TASK PROMPT: Your copy of the data below must be exact and must leave out all pictures.
====== INPUT FOR THIS TASK
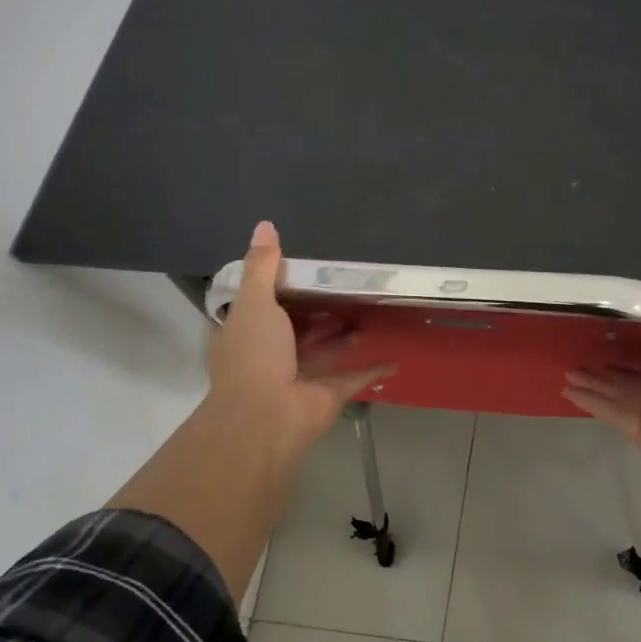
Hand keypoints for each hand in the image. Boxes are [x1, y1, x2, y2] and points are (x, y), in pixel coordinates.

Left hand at [206, 221, 393, 460]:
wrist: (267, 416)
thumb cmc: (255, 355)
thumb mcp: (255, 302)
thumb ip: (262, 266)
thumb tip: (265, 225)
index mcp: (246, 333)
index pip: (259, 305)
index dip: (277, 287)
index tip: (303, 268)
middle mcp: (270, 354)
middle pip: (297, 327)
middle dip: (319, 310)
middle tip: (347, 284)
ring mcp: (300, 375)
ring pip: (326, 349)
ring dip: (345, 334)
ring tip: (372, 309)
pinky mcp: (328, 393)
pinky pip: (354, 376)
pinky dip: (373, 367)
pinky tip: (395, 355)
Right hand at [563, 290, 640, 471]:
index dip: (640, 342)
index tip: (614, 329)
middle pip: (636, 376)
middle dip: (609, 366)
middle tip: (582, 351)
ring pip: (620, 394)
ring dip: (594, 383)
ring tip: (567, 370)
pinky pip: (613, 414)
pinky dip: (591, 403)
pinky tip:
============
ANSWER:
Hand keypoints for each hand in the image. Boxes are [x1, y1, x2, y2] and points are (x, y), in pixel coordinates.

Left hand at [206, 221, 393, 460]:
wrist: (267, 416)
thumb cmc: (255, 355)
thumb mcp: (255, 302)
thumb ip: (262, 266)
thumb tip: (265, 225)
index mcp: (246, 333)
index pip: (259, 305)
index dip: (277, 287)
index tip: (303, 268)
middle mcp: (270, 354)
middle pip: (297, 327)
middle dip: (319, 310)
middle tip: (347, 284)
ring mcp: (300, 375)
ring pip: (326, 349)
ring dip: (345, 334)
ring tip: (372, 309)
pinky mcp: (328, 393)
pinky pip: (354, 376)
pinky dip: (373, 367)
pinky tip: (395, 355)
Right hand at [563, 290, 640, 471]:
index dip: (640, 342)
index tip: (614, 329)
middle pip: (636, 376)
middle dip: (609, 366)
middle tip: (582, 351)
ring pip: (620, 394)
ring dip: (594, 383)
ring tip: (567, 370)
pinky pip: (613, 414)
pinky dip: (591, 403)
pinky tip:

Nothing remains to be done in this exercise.